SINGAPORE (Feb 12): The manager of Prime US REIT has declared distribution per unit (DPU) of 1.77 US cents for 4QFY2019 ended December 2019, some 9.0% higher than its initial public offering (IPO) forecast of 1.62 US cents.
This brings DPU for the FY2019 from July 19 to Dec 31, 2019, to 3.15 US cents – some 7.5% higher than the IPO forecast of 2.93 US cents – payable on March 30, 2020.
Prime’s portfolio of 11 office properties in the US raked in gross revenue of US$33.5 million ($46.5 million) during the quarter, 2.0% higher than the IPO forecast of US$32.9 million.
This was mainly due to higher rental income and recoveries income.
Consequently, net property income (NPI) for 4QFY2019 was 3.0% higher than forecast, at US$22.3 million.
The portfolio occupancy of PRIME remained resilient at 95.8% as of Dec 31, 2019, with approximately 98% of leases having rental escalations.
The weighted average lease expiry (WALE) is 5.1 years, with not more than 17.2% of the leases by net lettable area (NLA) expiring in any one year.
Prime’s property portfolio was revalued as of Dec 31, and recorded a net fair value gain of US$18.8 million, reflecting the improving fundamentals of US office market.
As at end December, cash and cash equivalents stood at US$37.9 million.
“We are pleased to deliver on our IPO commitments with our first full year results. The improving fundamentals of the US economy supports the sustainable growth of our portfolio both organically and inorganically,” says Barbara Cambon, chief executive officer and chief investment officer of the manager.
Park Tower acquisition
In a separate filing to SGX on Wednesday, Prime US REIT also announced it is acquiring Park Tower in Sacramento, California, US, for an estimated total acquisition cost of US$170.1 million, including the acquisition fee payable to the manager for the acquisition as well as estimated professional and other transaction fees and expenses incurred in connection with the acquisition.
The purchase consideration of the acquisition is US$165.5 million – a 2.6% discount to the independent valuation of US$170.0 million by an independent valuer Joseph J. Blake & Associates Inc as of Jan 16,2020.
The acquisition is expected to be DPU and net asset value (NAV per unit accretive. On a pro forma basis, the acquisition would have lifted DPU for FY2019 by 2.7% to 3.24 US cents and NAV per unit by 0.1% to 0.893 cents.
NPI yield of the property for FY2019 is expected to be approximately 6.9%.
Park Tower comprises a 24-storey Class A office tower and a five-storey mixed use retail/parking garage.
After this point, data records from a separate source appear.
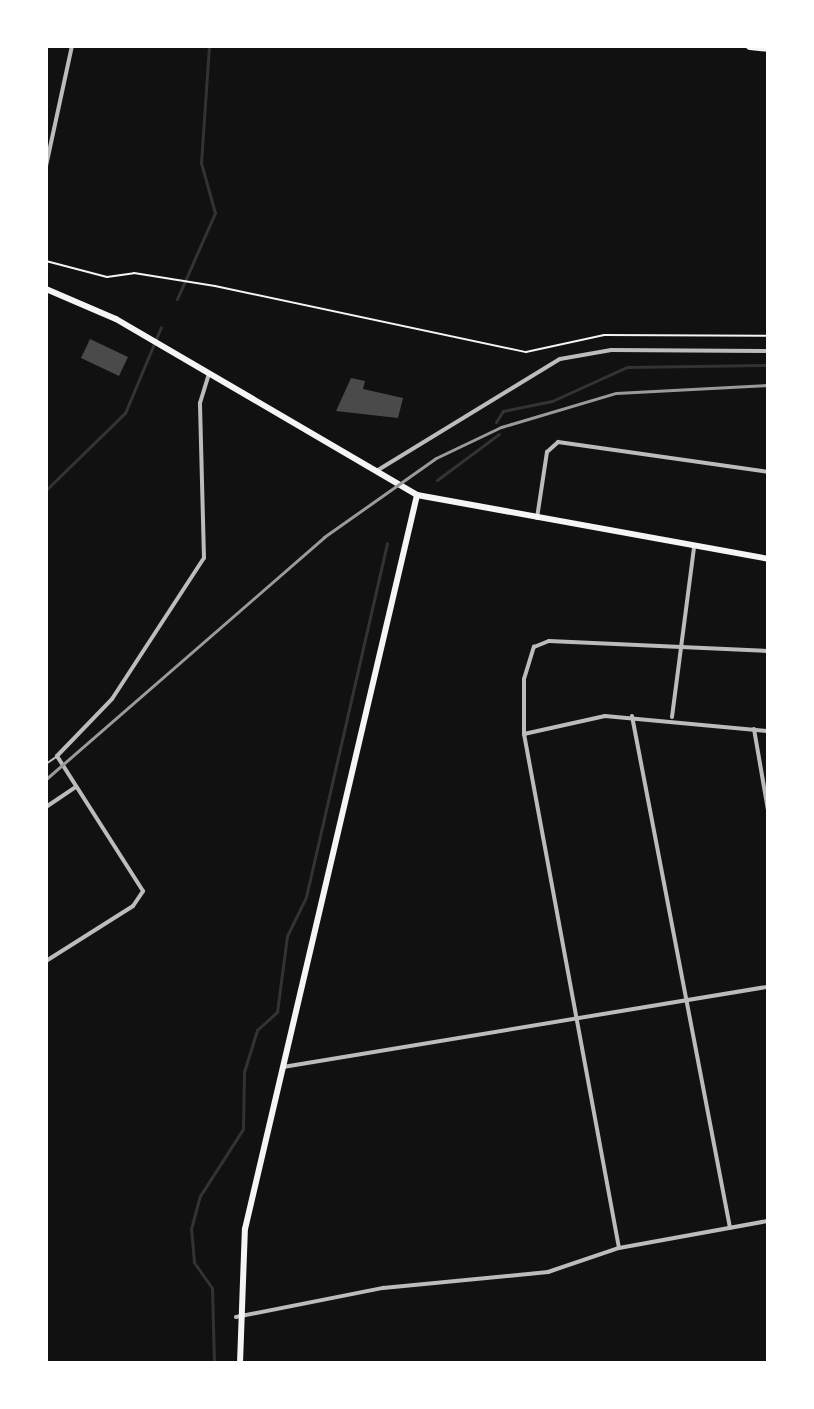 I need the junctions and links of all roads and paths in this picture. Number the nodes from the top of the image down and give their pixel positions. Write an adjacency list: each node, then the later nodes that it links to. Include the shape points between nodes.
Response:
1 (72, 46): 4 (street)
2 (750, 46): 3 (highway)
3 (768, 48)
4 (46, 166)
5 (46, 261): 7 (path, via 107,277 169,280 526,352 604,335)
6 (46, 289): 9 (main road)
7 (768, 336)
8 (768, 351): 10 (street, via 611,350 560,359)
9 (210, 373): 10 (main road); 23 (street, via 200,403 204,558 112,699)
10 (378, 470): 12 (main road)
11 (768, 472): 13 (street, via 552,443)
12 (417, 495): 13 (main road); 32 (main road)
13 (537, 520): 14 (main road)
14 (694, 548): 15 (main road); 16 (street)
15 (768, 559)
16 (682, 642): 17 (street); 19 (street); 22 (street, via 540,642 524,679)
17 (768, 651)
18 (632, 716): 19 (street); 22 (street, via 544,724); 30 (street)
19 (671, 717): 20 (street)
20 (754, 729): 21 (street); 27 (street)
21 (768, 731)
22 (524, 734): 31 (street)
23 (57, 756): 24 (lane); 25 (street)
24 (46, 764)
25 (76, 787): 26 (street); 28 (street, via 138,875 143,891 133,906)
26 (46, 807)
27 (768, 810)
28 (46, 961)
29 (768, 987): 30 (street)
30 (687, 1002): 31 (street); 34 (street)
31 (577, 1020): 32 (street); 35 (street)
32 (283, 1067): 36 (main road, via 245,1229)
33 (768, 1221): 34 (street)
34 (730, 1228): 35 (street)
35 (619, 1248): 36 (street, via 548,1272 383,1288)
36 (236, 1317): 37 (main road)
37 (240, 1363) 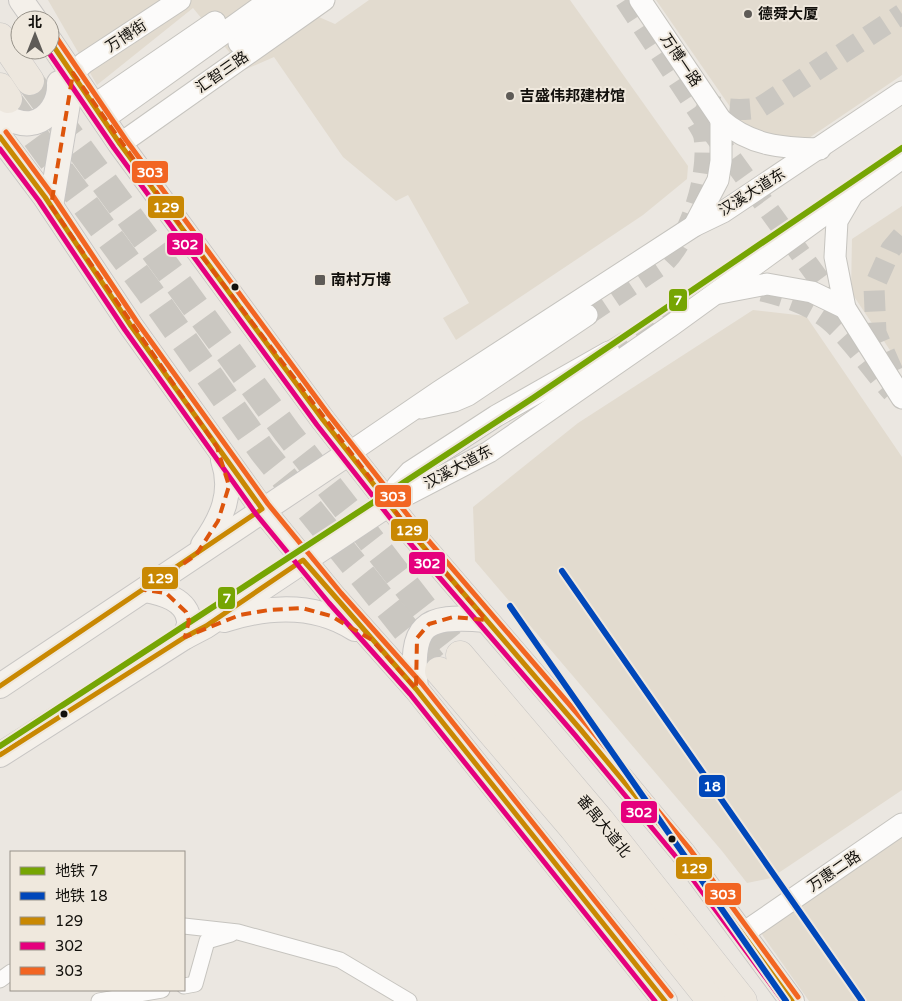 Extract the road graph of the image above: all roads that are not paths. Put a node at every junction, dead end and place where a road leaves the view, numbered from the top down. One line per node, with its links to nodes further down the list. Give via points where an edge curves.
1 (180, 0): 10 (street, 万博街)
2 (246, 0): 15 (street)
3 (270, 0): 15 (street)
4 (297, 0): 15 (street)
5 (324, 0): 15 (street, 汇智三路)
6 (640, 0): 14 (street, 万博一路)
7 (0, 37): 11 (highway)
8 (60, 55): 10 (main road)
9 (54, 60): 13 (main road, via 58,93 47,116 31,123)
10 (73, 73): 15 (main road); 20 (main road)
11 (30, 81)
12 (902, 92): 17 (street, 汉溪大道东)
13 (3, 100)
14 (721, 120): 17 (street, 万博一路, via 736,133 753,140 783,148); 21 (street, via 718,180)
15 (108, 126): 29 (main road)
16 (0, 137): 20 (main road)
17 (820, 149): 21 (street, 汉溪大道东, via 723,212)
18 (902, 158): 19 (street, 汉溪大道东)
19 (856, 190): 22 (street, 汉溪大道东); 23 (street, via 837,221 835,256)
20 (51, 206): 28 (main road, via 131,326)
21 (694, 226): 27 (street, 汉溪大道东)
22 (715, 294): 23 (street, via 767,284 812,292); 30 (street, 汉溪大道东, via 489,452)
23 (845, 308): 26 (street)
24 (587, 315): 27 (street, via 468,395)
25 (609, 352): 30 (street, via 496,416 410,472 398,484)
26 (902, 398)
27 (411, 411): 29 (street, 汉溪大道东)
28 (218, 447): 31 (main road); 32 (main road, via 229,486 227,502)
29 (349, 453): 30 (main road); 31 (main road, 汉溪大道东)
30 (389, 504): 33 (main road, 汉溪大道东); 35 (main road)
31 (262, 509): 32 (main road, 汉溪大道东); 33 (main road)
32 (196, 554): 34 (main road, 汉溪大道东)
33 (302, 560): 36 (main road, 汉溪大道东); 37 (main road)
34 (145, 590): 36 (main road, via 166,594 186,612); 38 (main road, 汉溪大道东)
35 (486, 620): 39 (main road, via 453,617 429,624 417,638 413,659); 44 (main road, via 683,853)
36 (195, 631): 37 (main road, via 240,615 302,608 331,616); 40 (main road, 汉溪大道东)
37 (372, 640): 39 (main road)
38 (0, 686)
39 (416, 689): 49 (main road)
40 (0, 755)
41 (902, 824): 44 (street, 万惠二路)
42 (185, 926): 43 (street)
43 (238, 932): 45 (street, via 207,941 195,984); 48 (street, via 340,960)
44 (742, 934): 52 (main road)
45 (185, 986)
46 (156, 991): 47 (street)
47 (99, 1001)
48 (409, 1001)
49 (665, 1001)
50 (711, 1001): 51 (highway, 番禺大道北, via 449,663 600,820)
51 (743, 1001)
52 (792, 1001) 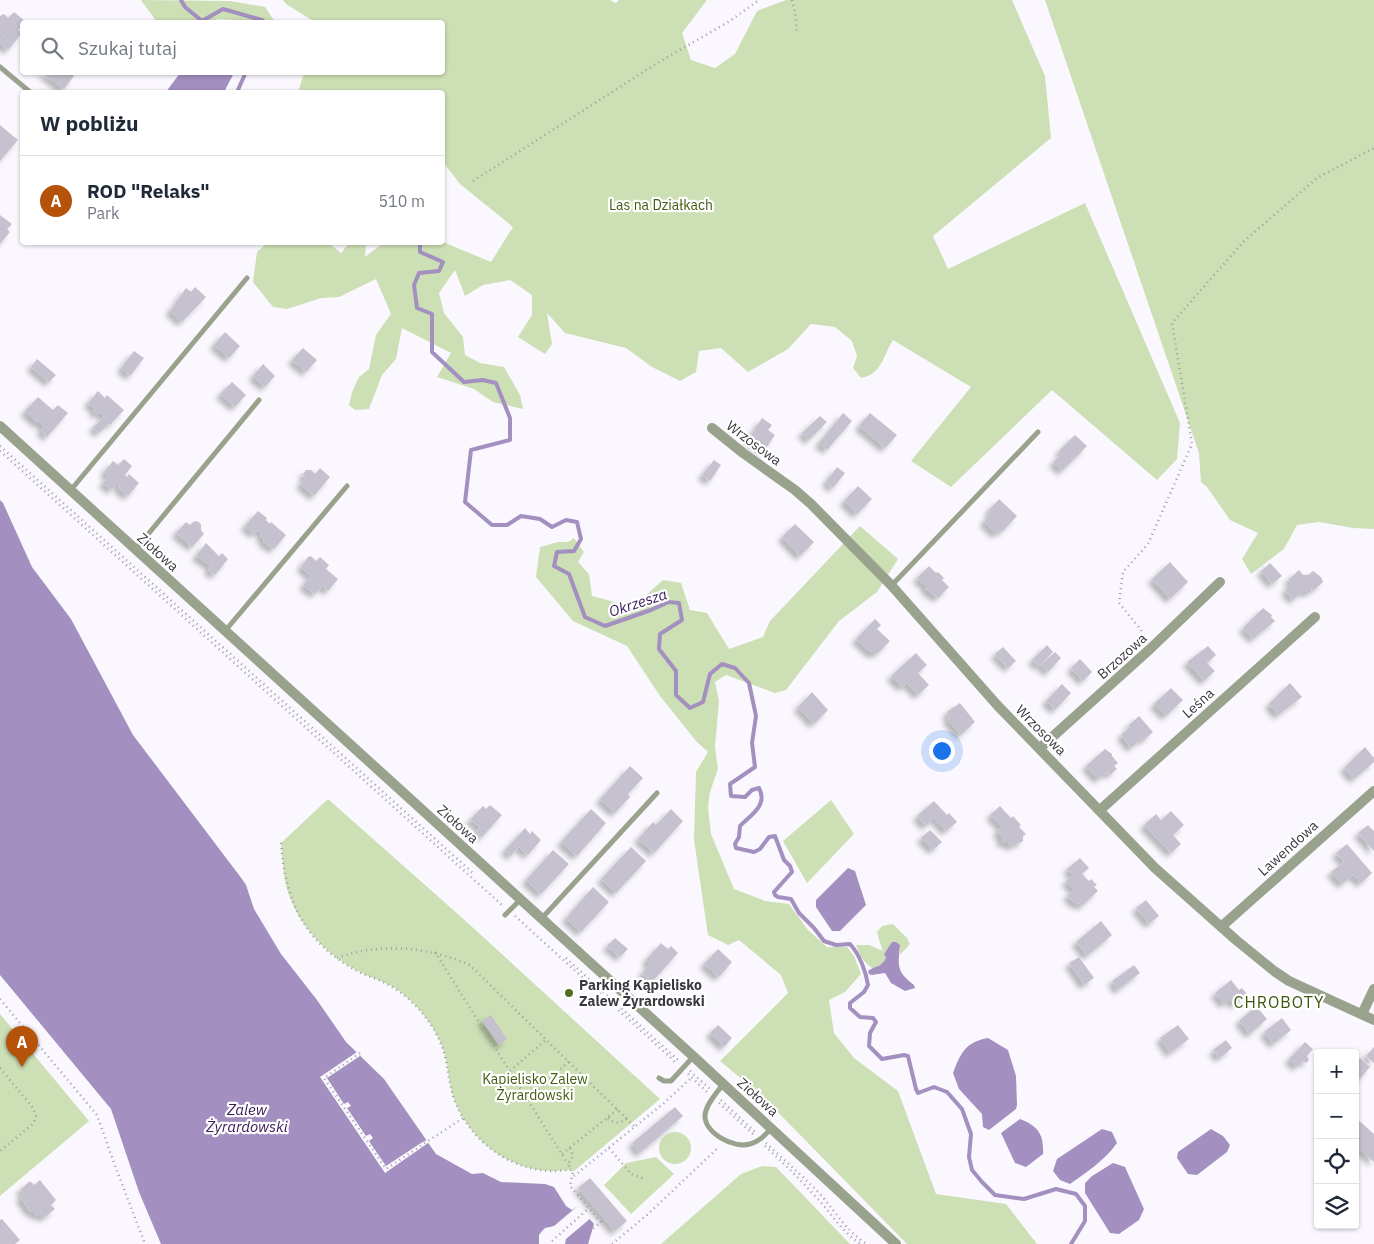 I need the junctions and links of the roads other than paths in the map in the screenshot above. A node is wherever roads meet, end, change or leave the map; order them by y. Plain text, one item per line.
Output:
1 (0, 66) edge
2 (28, 90) edge
3 (247, 278) dead end
4 (259, 400) dead end
5 (0, 426) edge
6 (712, 428) dead end
7 (1038, 432) dead end
8 (347, 486) dead end
9 (70, 491) junction
10 (135, 550) junction
11 (1220, 582) dead end
12 (891, 586) junction
13 (1315, 617) dead end
14 (225, 631) junction
15 (1040, 748) junction
16 (1374, 790) edge
17 (657, 793) dead end
18 (1100, 810) junction
19 (521, 898) junction
20 (508, 911) road end
21 (542, 918) junction
22 (1221, 927) junction
23 (1374, 989) edge
24 (1362, 1014) junction
25 (1374, 1020) edge
26 (694, 1056) junction
27 (659, 1078) dead end
28 (723, 1084) junction
29 (772, 1128) junction
30 (896, 1244) edge

1 - 2 lane
3 - 9 lane
4 - 10 lane
5 - 9 street, Ziołowa
6 - 12 street, Wrzosowa
7 - 12 lane
8 - 14 lane
9 - 10 street, Ziołowa
10 - 14 street, Ziołowa
11 - 15 street, Brzozowa
12 - 15 street, Wrzosowa
13 - 18 street, Leśna
14 - 19 street, Ziołowa
15 - 18 street, Wrzosowa
16 - 22 street, Lawendowa
17 - 21 lane
18 - 22 street, Wrzosowa
19 - 20 lane
19 - 21 street, Ziołowa
21 - 26 street, Ziołowa
22 - 24 street, Wrzosowa
23 - 24 street
24 - 25 street, Wrzosowa
26 - 27 lane
26 - 28 street, Ziołowa
28 - 29 street, Ziołowa
28 - 29 lane
29 - 30 street, Ziołowa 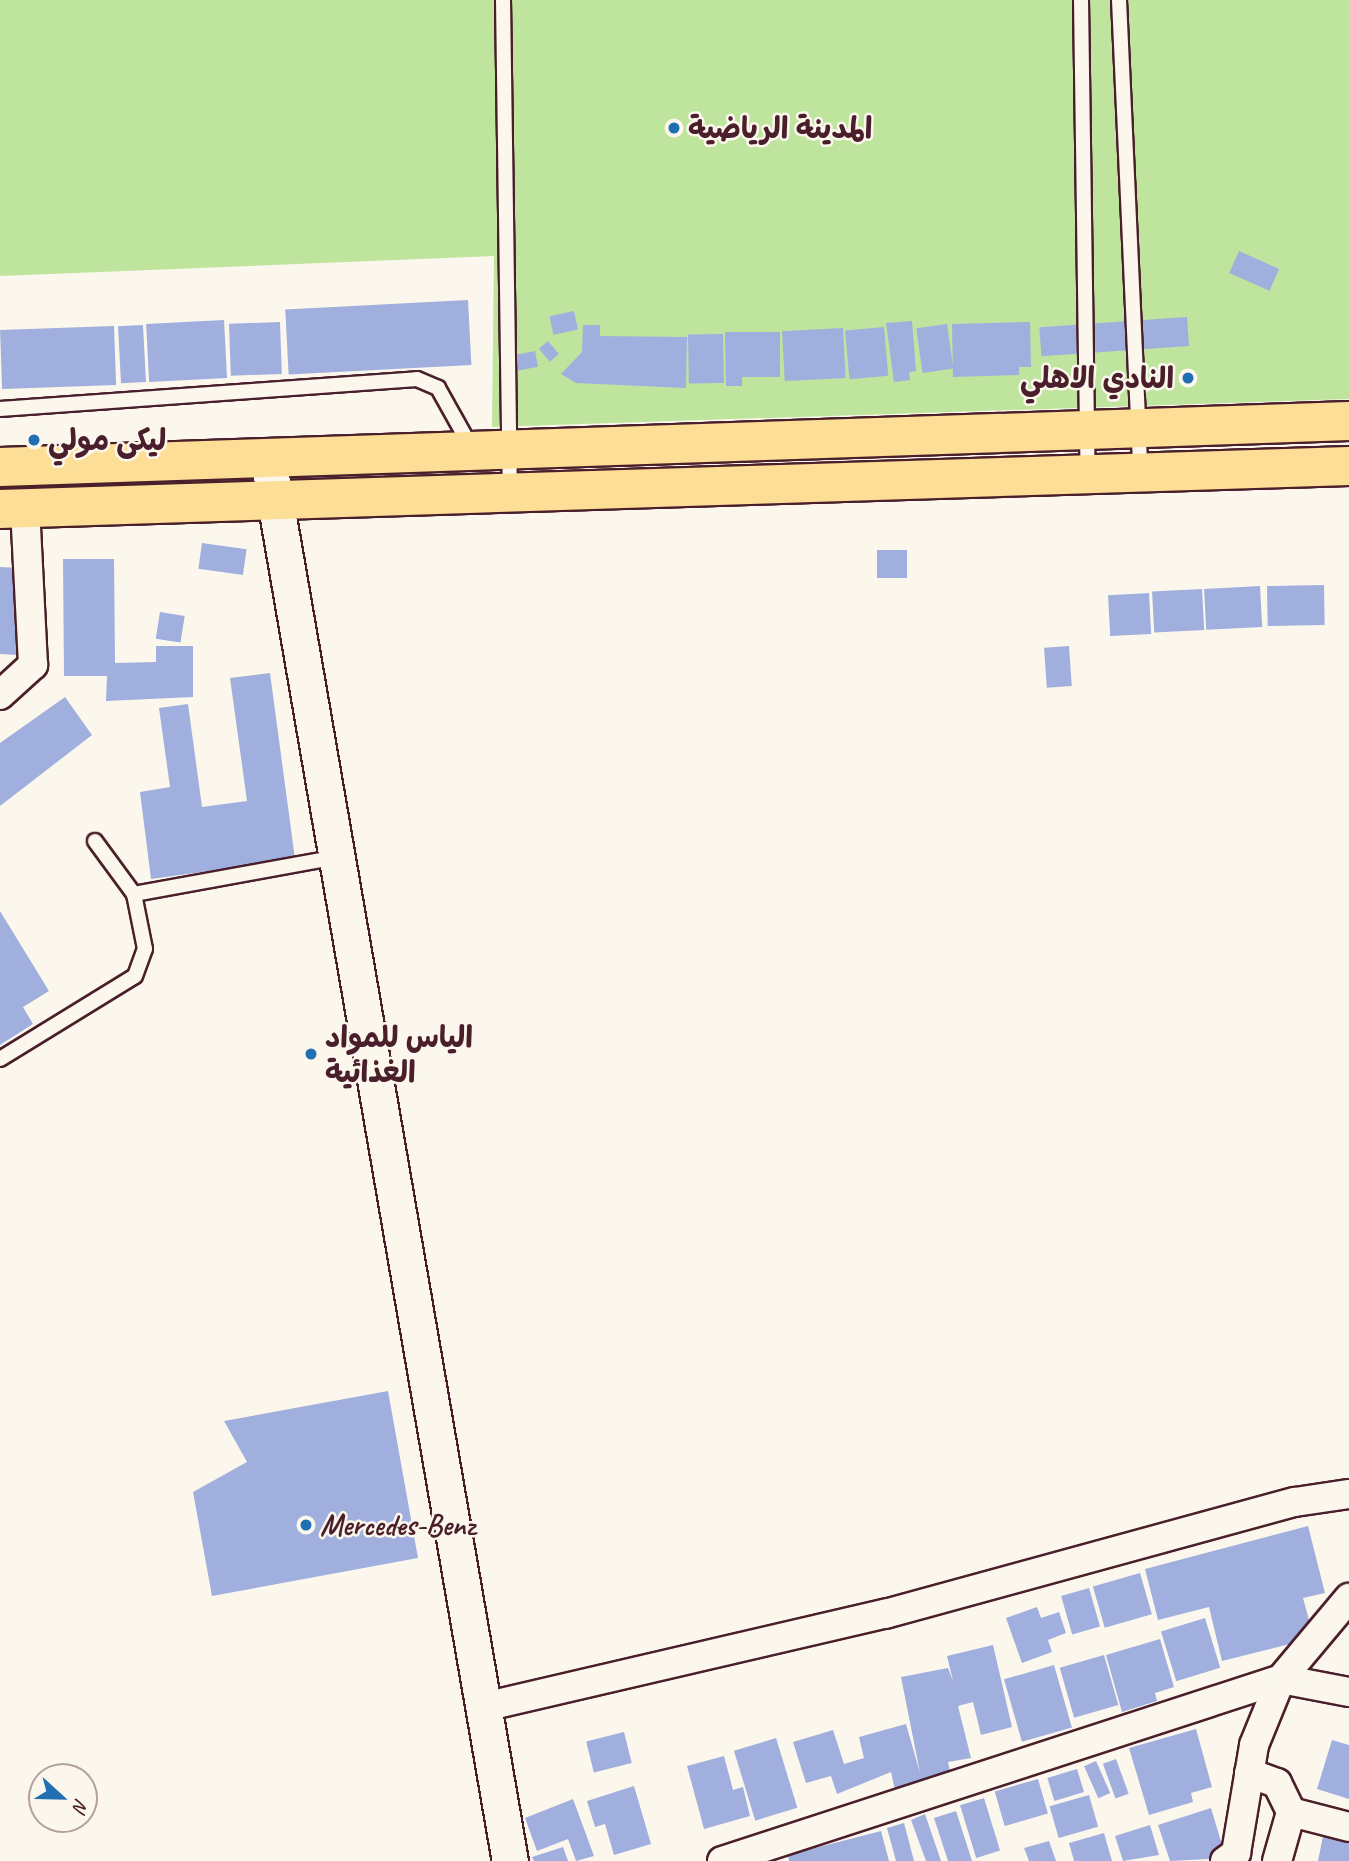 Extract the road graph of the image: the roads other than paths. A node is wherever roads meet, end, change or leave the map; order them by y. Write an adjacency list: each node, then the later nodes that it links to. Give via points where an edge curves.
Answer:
1 (503, 0): 8 (lane)
2 (1081, 0): 7 (lane)
3 (1119, 0): 6 (lane)
4 (0, 409): 8 (lane, via 417,379 438,388)
5 (1349, 421): 6 (highway)
6 (1137, 425): 7 (highway); 12 (lane)
7 (1087, 428): 8 (highway); 13 (lane)
8 (490, 453): 9 (highway); 14 (lane)
9 (268, 459): 11 (highway); 15 (street)
10 (1349, 466): 12 (highway)
11 (0, 467)
12 (1140, 469): 13 (highway)
13 (1088, 472): 14 (highway)
14 (510, 491): 15 (highway)
15 (273, 499): 16 (highway); 19 (street)
16 (12, 509): 17 (street, via 33,665)
17 (0, 695)
18 (94, 841): 20 (lane)
19 (337, 857): 20 (lane); 26 (street)
20 (134, 894): 21 (lane, via 145,950 135,976)
21 (0, 1059)
22 (1349, 1494): 26 (street, via 1295,1502 885,1614)
23 (1349, 1598): 24 (street)
24 (1280, 1679): 25 (street); 27 (street); 31 (street)
25 (1349, 1692)
26 (484, 1707): 30 (street)
27 (1249, 1773): 28 (street, via 1277,1783); 32 (street, via 1236,1853)
28 (1291, 1811): 29 (street); 33 (street)
29 (1349, 1827)
30 (510, 1861)
31 (722, 1861)
32 (1225, 1861)
33 (1277, 1861)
Built in 1961, the freehold property has a NET of 489,171 sq ft. The property currently has 43 tenants, including the State of California, ICF Consulting, Deloitte and Regus.
Park Tower’s current occupancy stands at 92.2% with a WALE by NLA of 5.6 years. The manager says this provides opportunity for rental upside as the vacant space in the property is progressively leased up over time.
The manager say the acquisition will allow Prime US REIT expand its footprint to Sacramento – one of the fastest growing regions in terms of population and one of the strongest economies in California with an annual growth rate of 3.2% from 2013 to 2018. For comparison, the US grew at an average of 2.3% over the same period.
The manager adds that strong demand for Class A office space in Sacramento has also translated into healthy rental growth.
The asking rent for Class A office space for the competitive micro market in Sacramento has grown by 17.4% from 2014 to 2018, while the overall vacancy rate for the competitive micro market is at only 4.7% – far below the national vacancy rate of approximately 13.0%.
Following the acquisition of Park Tower, the asset diversification will see no single market contribution more than 13.0% of Prime US REIT’s cash rental income.
The total acquisition cost will be funded by a combination of loans, and issuance of new units in Prime US REIT.
Private placement
The manager on Wednesday also launched a private placement of approximately 106.05 million new units in Prime US REIT to institutional and other investors – representing an increase of 11.5% over the total number of units currently in issue.
The proposed issue price range of between 92.8 US cents and 95.7 US cents per new unit represents a discount of between 6.0% and 8.8% to the volume weighted average price (VWAP) of US$1.0179 per unit on Feb 11, the preceding market day before the placement agreement was signed.
The issue price will be determined by the manager as well as the joint lead managers and underwriters – DBS Bank and Credit Suisse (Singapore) – following a book-building process.
The manager expects to raise gross proceeds of no less than around US$100.0 million in the private placement, with the option to increase the size of the private placement by up to an additional US$20.0 million.
Around 95.4% of the gross proceeds of the private placement, or approximately US$95.4 million, will be used to partially fund the Park Tower acquisition, while the remainder will be used to pay the estimated fees and expenses.
“We aim to expand our premium portfolio of high-quality Class A office assets, maintain a balanced business model and leverage on our expertise to enhance unitholder value in the long-term,” says Cambon.
Units in Prime US REIT closed at US$1.02 on Tuesday.